Take a look at MatLoad_SeqAIJ_Binary(). You will see how it is easy to 
simplify that code to get what you need.  You can call 
PetscViewerBinaryGetDescriptor() and then use lseek() to skip over all the 
integer part of the matrix storage (the row lengths and column indices) and not 
even read that into memory at all.

  Since the file stores all the numerical values after the integer part you 
won't need to read a row at a time, just loop over "big chunks" and read a big 
chunk at a time of the numerical part and add that big chunk to the appropriate 
place in the in-memory AIJ matrix.  You are free to pick any big chunk size, it 
should be at least 1000s of doubles for good performance.

   Barry


> On May 22, 2025, at 2:23 AM, Donald Duck <superdduc...@gmail.com> wrote:
> 
> Hello everyone
> 
> A piece of c++ code writes PETSc AIJ matrices to binary files.
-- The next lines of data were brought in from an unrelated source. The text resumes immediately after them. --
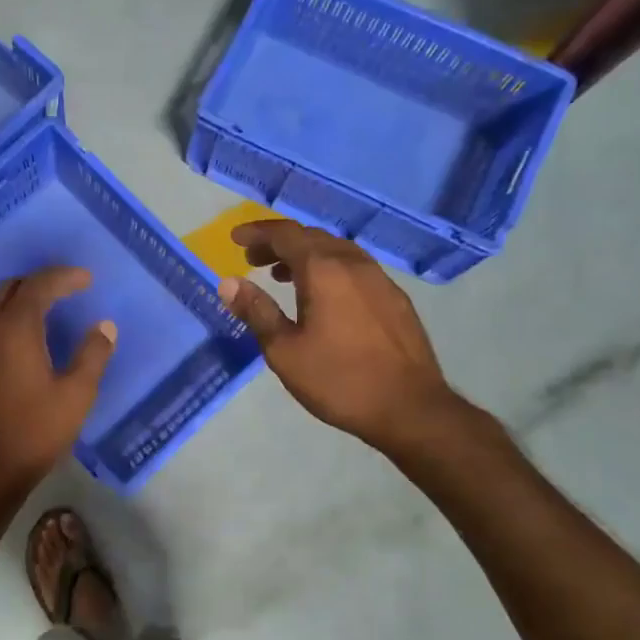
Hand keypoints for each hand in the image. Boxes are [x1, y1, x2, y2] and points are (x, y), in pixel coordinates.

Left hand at [0, 267, 115, 502]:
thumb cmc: (33, 433)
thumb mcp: (76, 396)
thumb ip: (92, 355)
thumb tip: (104, 326)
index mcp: (15, 327)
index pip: (40, 284)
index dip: (64, 276)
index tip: (86, 279)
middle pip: (9, 288)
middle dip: (38, 283)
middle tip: (63, 292)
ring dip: (15, 303)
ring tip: (39, 316)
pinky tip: (10, 349)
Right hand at [217, 219, 468, 460]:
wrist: (410, 408)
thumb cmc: (339, 380)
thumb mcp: (284, 351)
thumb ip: (257, 311)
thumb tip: (229, 282)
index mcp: (324, 270)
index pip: (285, 234)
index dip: (257, 232)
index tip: (235, 237)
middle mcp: (353, 264)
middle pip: (311, 237)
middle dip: (278, 243)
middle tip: (253, 260)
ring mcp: (379, 279)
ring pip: (336, 251)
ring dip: (305, 255)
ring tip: (282, 276)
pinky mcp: (395, 298)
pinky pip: (354, 268)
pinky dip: (329, 268)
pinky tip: (323, 296)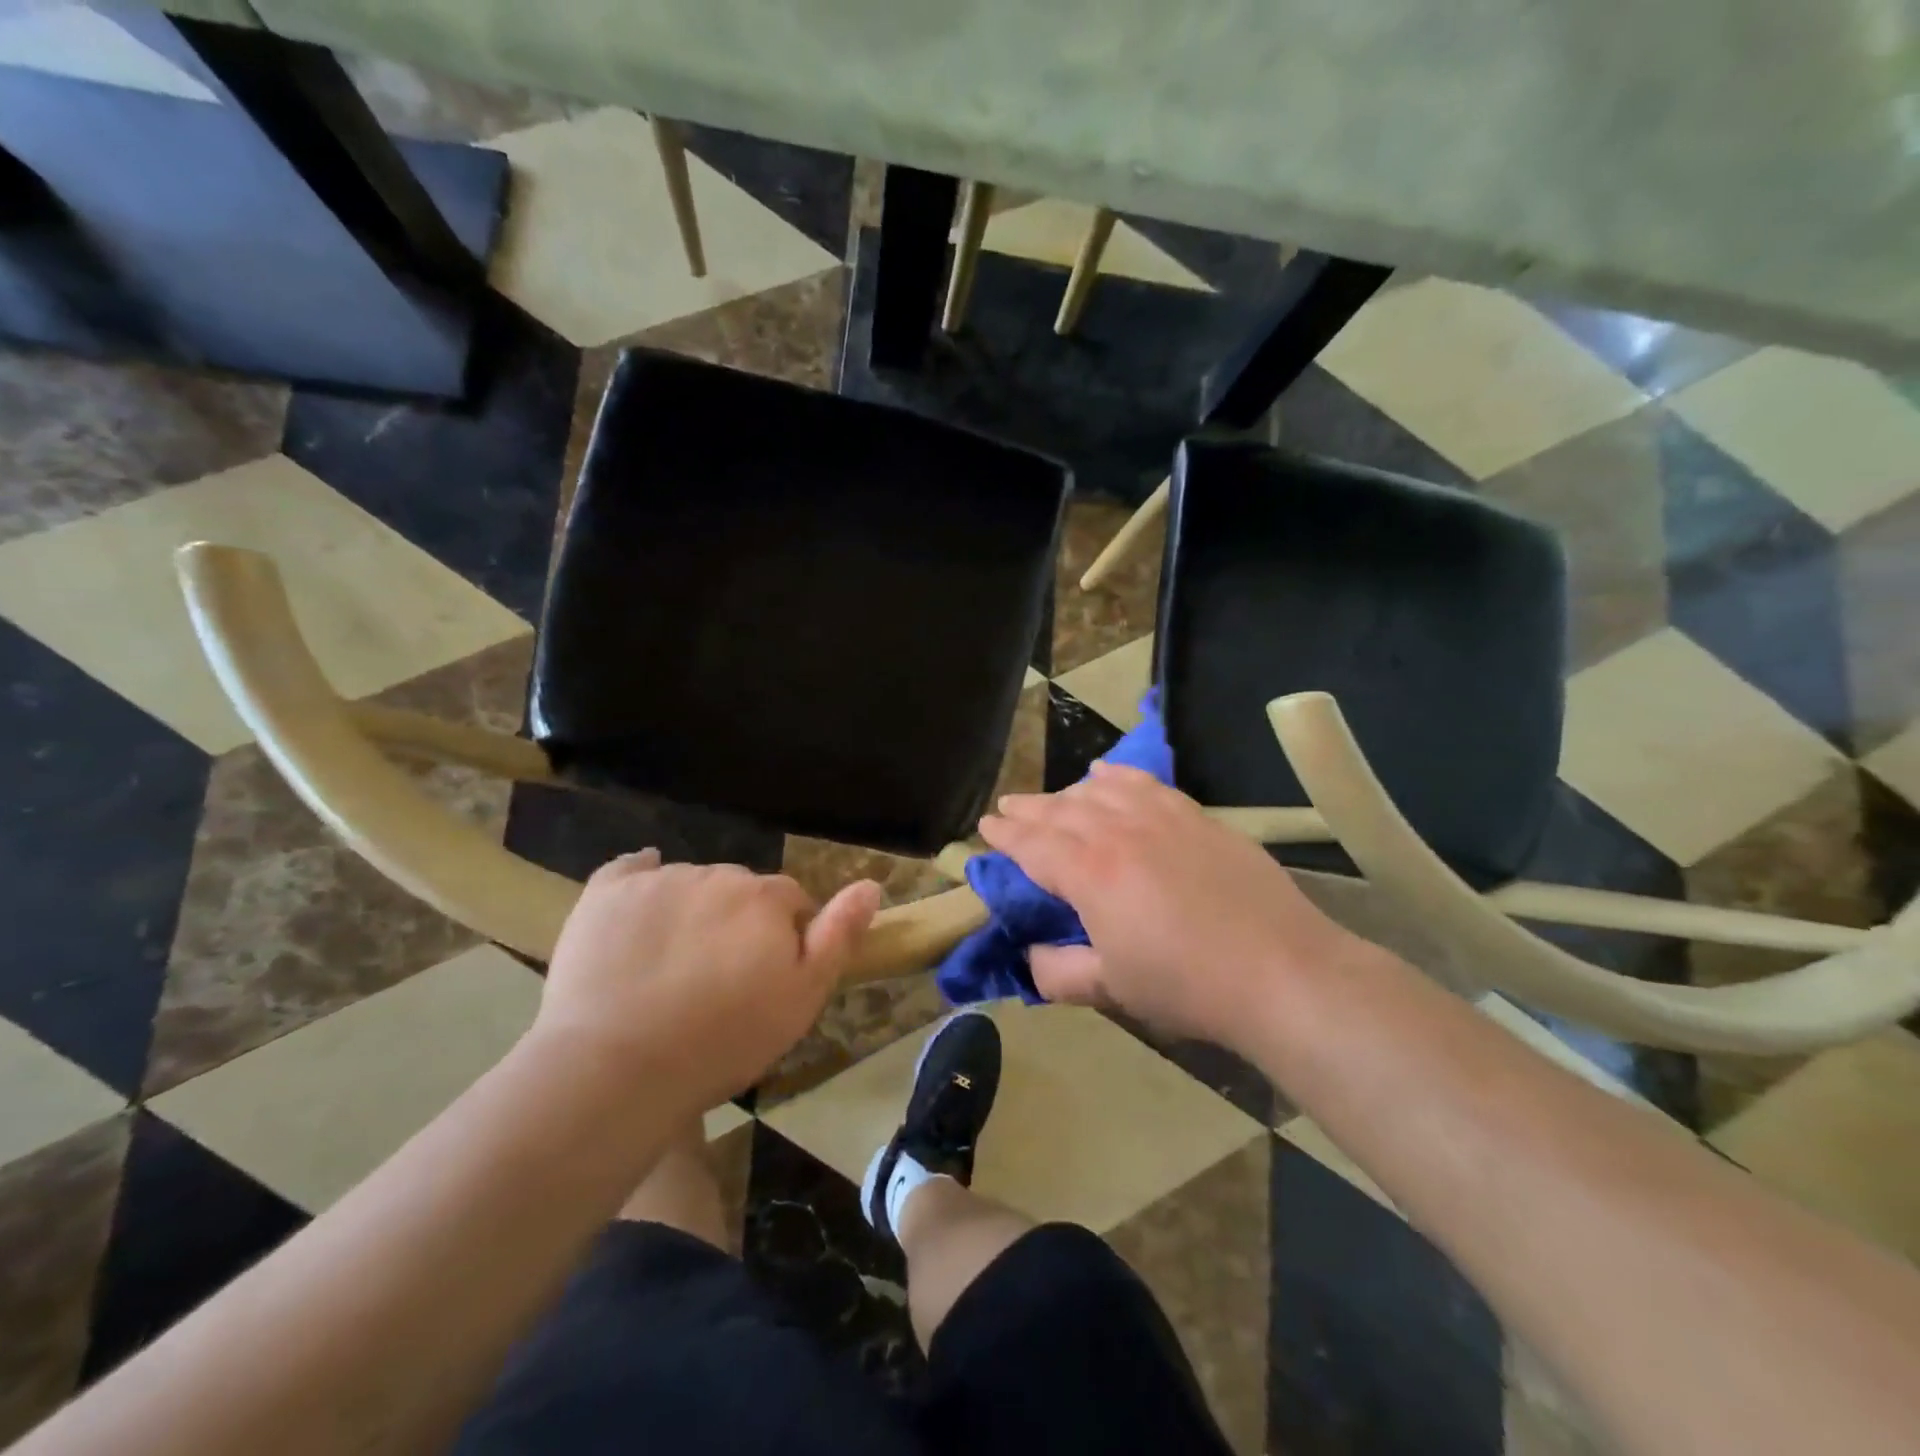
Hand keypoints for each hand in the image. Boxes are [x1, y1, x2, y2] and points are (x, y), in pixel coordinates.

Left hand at [533, 851, 881, 1113]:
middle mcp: (718, 875)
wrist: (617, 1068)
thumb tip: (870, 885)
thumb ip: (838, 936)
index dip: (785, 935)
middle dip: (739, 921)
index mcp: (766, 898)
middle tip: (719, 976)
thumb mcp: (802, 998)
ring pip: (691, 883)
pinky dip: (641, 877)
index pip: (790, 901)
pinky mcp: (607, 893)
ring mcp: (660, 881)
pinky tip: (641, 898)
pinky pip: (632, 868)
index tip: (768, 975)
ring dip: (693, 910)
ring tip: (672, 965)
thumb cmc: (723, 1040)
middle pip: (740, 890)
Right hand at [979, 763, 1357, 1046]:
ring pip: (1100, 792)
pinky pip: (1145, 784)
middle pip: (1062, 811)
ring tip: (1054, 799)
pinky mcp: (1197, 817)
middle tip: (1008, 807)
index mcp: (1090, 873)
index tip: (986, 826)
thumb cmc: (1187, 986)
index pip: (1034, 844)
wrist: (1281, 971)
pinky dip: (1117, 777)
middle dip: (1029, 808)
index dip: (1006, 835)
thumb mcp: (1111, 990)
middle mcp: (1119, 833)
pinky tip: (1105, 775)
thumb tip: (1031, 953)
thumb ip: (1058, 972)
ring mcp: (1162, 818)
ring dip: (1068, 793)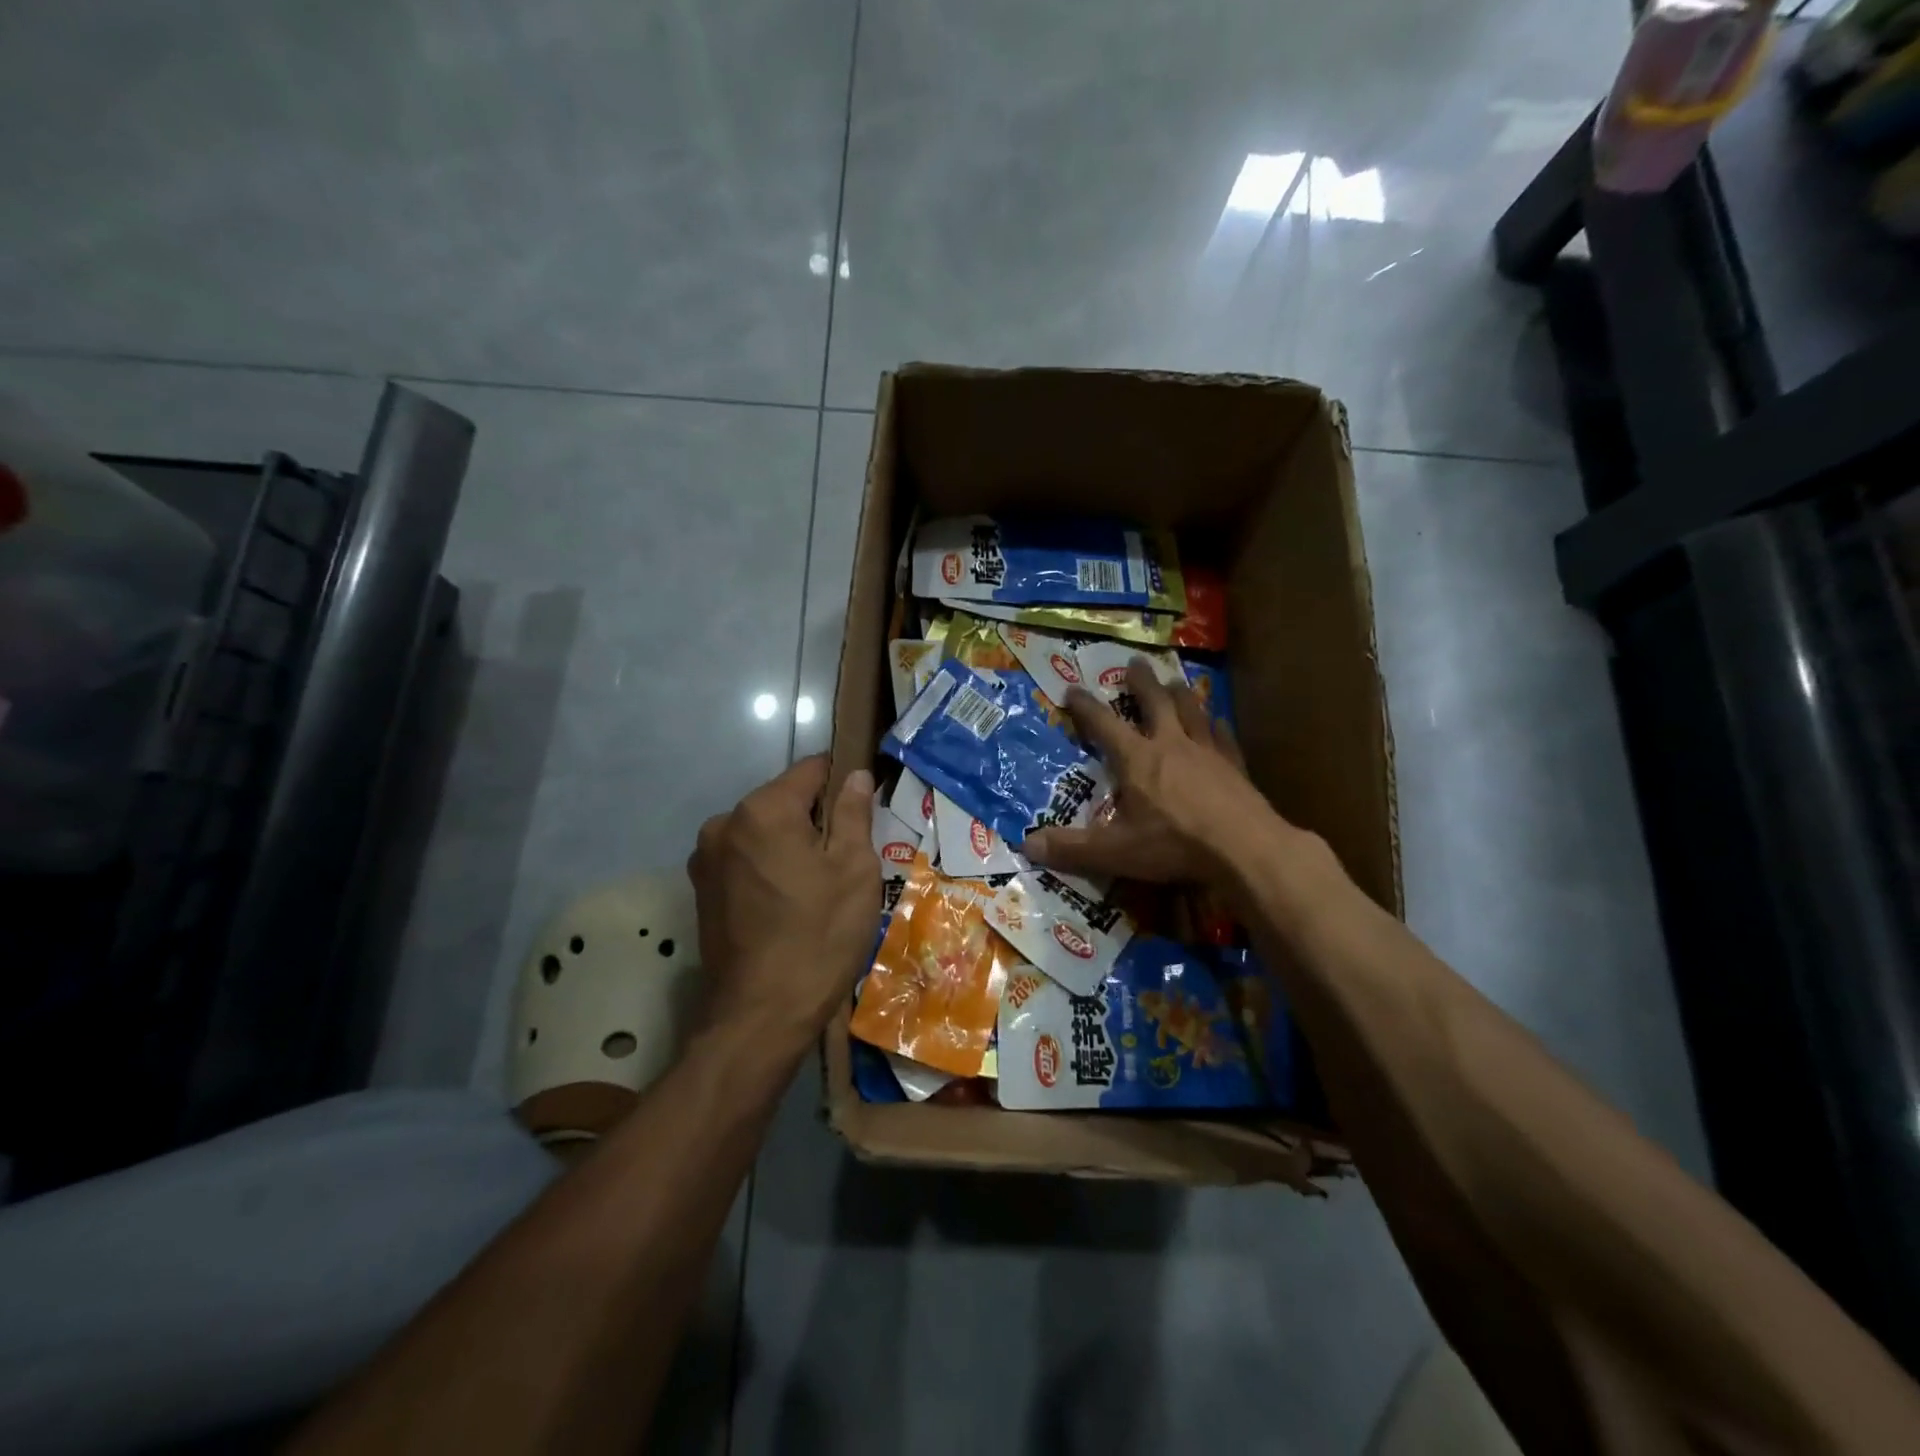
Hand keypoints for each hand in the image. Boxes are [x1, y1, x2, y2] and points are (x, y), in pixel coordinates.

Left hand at [688, 756, 879, 1049]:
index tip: (865, 809)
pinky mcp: (701, 890)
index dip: (844, 781)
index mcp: (763, 810)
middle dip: (816, 819)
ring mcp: (706, 858)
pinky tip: (789, 904)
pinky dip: (769, 868)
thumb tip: (856, 775)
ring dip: (791, 845)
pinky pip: (745, 860)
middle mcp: (724, 823)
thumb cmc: (819, 936)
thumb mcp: (854, 871)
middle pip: (784, 801)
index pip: (812, 769)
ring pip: (764, 832)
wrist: (760, 1017)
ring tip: (818, 888)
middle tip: (846, 859)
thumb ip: (853, 813)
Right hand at [1024, 658, 1282, 887]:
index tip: (1072, 690)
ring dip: (1180, 694)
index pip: (1103, 724)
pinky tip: (1217, 721)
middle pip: (1154, 702)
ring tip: (1174, 681)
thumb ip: (1071, 848)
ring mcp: (1207, 752)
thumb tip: (1026, 845)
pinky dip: (1216, 726)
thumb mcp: (1115, 852)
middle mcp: (1171, 744)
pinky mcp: (1235, 766)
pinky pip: (1223, 737)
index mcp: (1137, 759)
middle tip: (1134, 663)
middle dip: (1141, 682)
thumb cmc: (1174, 845)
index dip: (1085, 706)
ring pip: (1191, 710)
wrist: (1244, 848)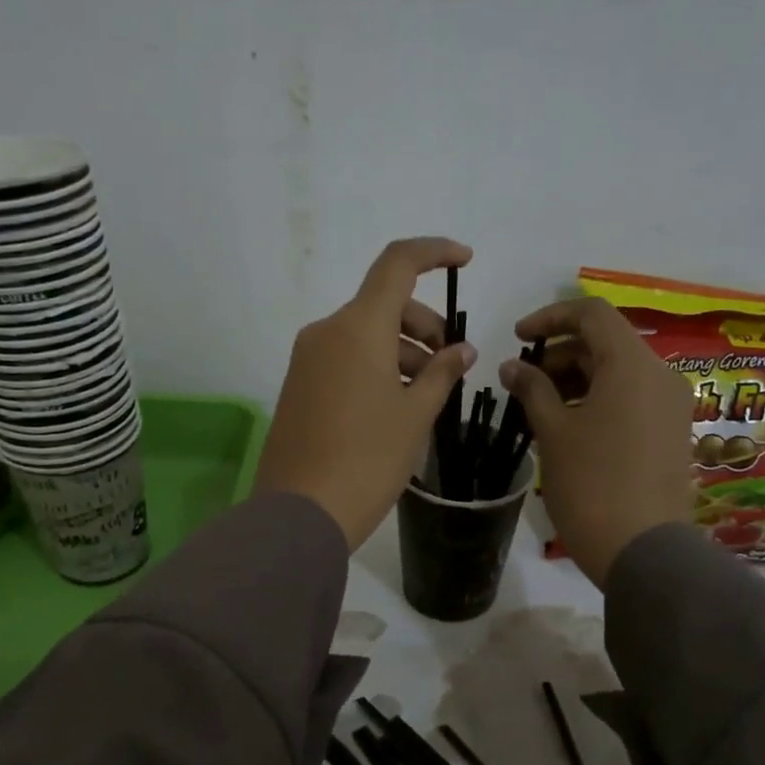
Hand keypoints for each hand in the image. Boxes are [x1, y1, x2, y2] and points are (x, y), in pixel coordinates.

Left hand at [256, 238, 477, 548]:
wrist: (300, 512)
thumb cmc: (367, 460)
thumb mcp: (415, 415)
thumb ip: (442, 373)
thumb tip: (462, 349)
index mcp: (358, 327)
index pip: (397, 264)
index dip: (434, 252)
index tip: (466, 261)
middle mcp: (327, 331)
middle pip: (383, 304)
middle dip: (424, 324)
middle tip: (450, 364)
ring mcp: (307, 359)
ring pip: (364, 333)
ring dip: (402, 349)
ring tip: (426, 394)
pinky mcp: (299, 385)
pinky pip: (345, 358)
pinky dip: (376, 366)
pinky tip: (395, 404)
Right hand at [500, 296, 694, 587]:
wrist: (642, 550)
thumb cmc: (590, 483)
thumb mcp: (553, 432)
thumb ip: (532, 389)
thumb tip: (512, 366)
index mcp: (632, 365)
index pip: (591, 313)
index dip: (550, 317)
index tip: (517, 338)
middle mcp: (660, 375)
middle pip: (606, 342)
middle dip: (560, 354)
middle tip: (525, 382)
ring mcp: (672, 405)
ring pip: (620, 371)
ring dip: (578, 378)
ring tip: (542, 407)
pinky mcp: (672, 431)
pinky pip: (633, 397)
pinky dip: (599, 398)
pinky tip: (571, 426)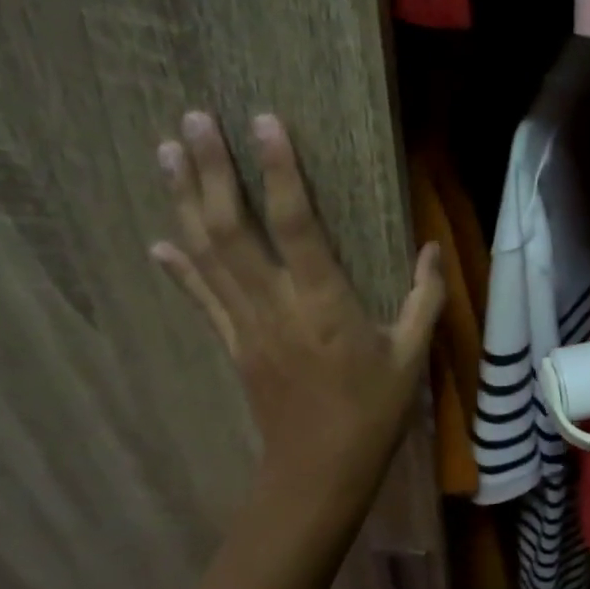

My task is to 
> compute an average matrix of these AIJ matrices. Therefore I read the first 
> matrix with petsc4py and then start to add the other matrices to it. All 
> matrixes always have the same size, shape, nnz etc.
> 
> However in some cases these matrices are large and only one of it fits into 
> memory and the reading/writing takes a significant amout of time. Is there a 
> way to read it row by row to prevent memory overflow?
> 
> I'm also open for other suggestions, thanks in advance!